Background:
Intracranial solitary fibrous tumors (SFTs), formerly known as hemangiopericytomas, are rare, aggressive mesenchymal extra-axial tumors typically treated via resection, often with preoperative embolization and postoperative radiation and/or antiangiogenic therapy. Although surgery confers a significant survival benefit, local recurrence and distant metastasis are not uncommon and may occur in a delayed fashion.
Observations:
The authors describe the case of a 29-year-old male who initially presented with headache, visual disturbance, and ataxia, and was found to have a large right tentorial lesion with mass effect on surrounding structures. He underwent tumor embolization and resection with gross total resection achieved and pathology consistent with World Health Organization grade 2 hemangiopericytoma. The patient recovered well, but 6 years later presented with low back pain and lower extremity radiculopathy and was found to have metastatic disease within the L4 vertebral body causing moderate central canal stenosis.
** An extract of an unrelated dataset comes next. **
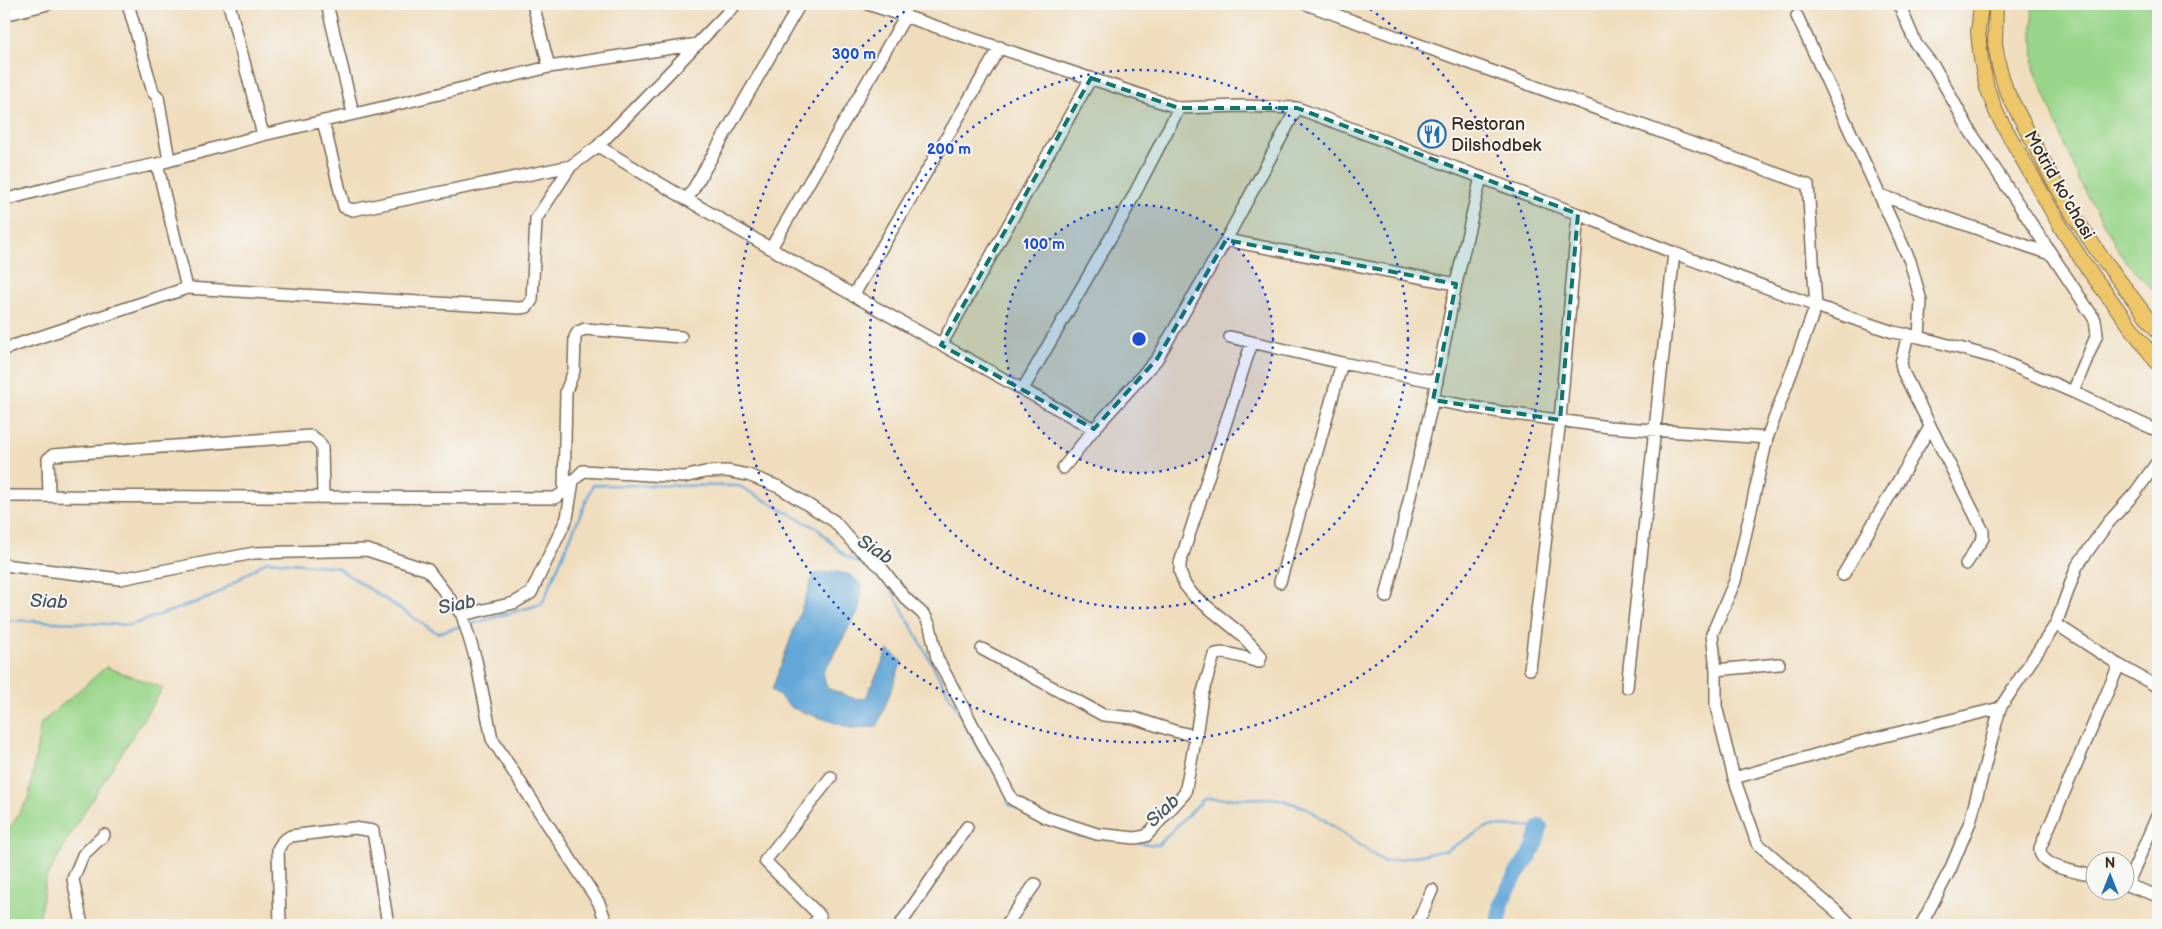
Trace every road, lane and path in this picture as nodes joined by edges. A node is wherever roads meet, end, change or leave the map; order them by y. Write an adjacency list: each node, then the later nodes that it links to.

This was successfully treated with tumor embolization followed by spinal decompression and posterolateral instrumented fusion. Metastasis of intracranial SFT to vertebral bone is exceedingly rare. To our knowledge this is only the 16th reported case.
Lessons:
Serial surveillance for metastatic disease is imperative in patients with intracranial SFTs given their propensity and unpredictable time course for distant spread.
Keywords:
embolization; hemangiopericytoma; intracranial; lumbar spine; metastasis; solitary fibrous tumor.